[Problem details] The listing below must be reproduced in full, exactly as written.

___ Data supplied

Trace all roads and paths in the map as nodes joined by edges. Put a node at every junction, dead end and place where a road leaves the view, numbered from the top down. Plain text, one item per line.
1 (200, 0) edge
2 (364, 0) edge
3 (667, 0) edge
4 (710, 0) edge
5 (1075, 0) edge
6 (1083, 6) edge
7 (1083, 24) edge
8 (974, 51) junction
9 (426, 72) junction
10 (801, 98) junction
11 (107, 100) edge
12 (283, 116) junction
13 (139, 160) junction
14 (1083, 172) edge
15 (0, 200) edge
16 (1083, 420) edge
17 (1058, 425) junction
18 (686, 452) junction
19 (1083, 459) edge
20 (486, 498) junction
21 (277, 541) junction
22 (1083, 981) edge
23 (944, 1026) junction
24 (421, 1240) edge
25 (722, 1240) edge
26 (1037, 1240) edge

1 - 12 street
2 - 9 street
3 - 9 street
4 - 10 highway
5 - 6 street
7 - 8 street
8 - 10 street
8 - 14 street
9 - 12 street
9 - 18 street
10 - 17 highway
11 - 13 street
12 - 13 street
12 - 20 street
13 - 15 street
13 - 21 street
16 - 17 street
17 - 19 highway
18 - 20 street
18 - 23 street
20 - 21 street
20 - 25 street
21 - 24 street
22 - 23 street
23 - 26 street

______

[Written reply]
Trace all roads and paths in the map as nodes joined by edges. Put a node at every junction, dead end and place where a road leaves the view, numbered from the top down. Plain text, one item per line.
1 (200, 0) edge
2 (364, 0) edge
3 (667, 0) edge
4 (710, 0) edge
5 (1075, 0) edge
6 (1083, 6) edge
7 (1083, 24) edge
8 (974, 51) junction
9 (426, 72) junction
10 (801, 98) junction
11 (107, 100) edge
12 (283, 116) junction
13 (139, 160) junction
14 (1083, 172) edge
15 (0, 200) edge
16 (1083, 420) edge
17 (1058, 425) junction
18 (686, 452) junction
19 (1083, 459) edge
20 (486, 498) junction
21 (277, 541) junction
22 (1083, 981) edge
23 (944, 1026) junction
24 (421, 1240) edge
25 (722, 1240) edge
26 (1037, 1240) edge

1 - 12 street
2 - 9 street
3 - 9 street
4 - 10 highway
5 - 6 street
7 - 8 street
8 - 10 street
8 - 14 street
9 - 12 street
9 - 18 street
10 - 17 highway
11 - 13 street
12 - 13 street
12 - 20 street
13 - 15 street
13 - 21 street
16 - 17 street
17 - 19 highway
18 - 20 street
18 - 23 street
20 - 21 street
20 - 25 street
21 - 24 street
22 - 23 street
23 - 26 street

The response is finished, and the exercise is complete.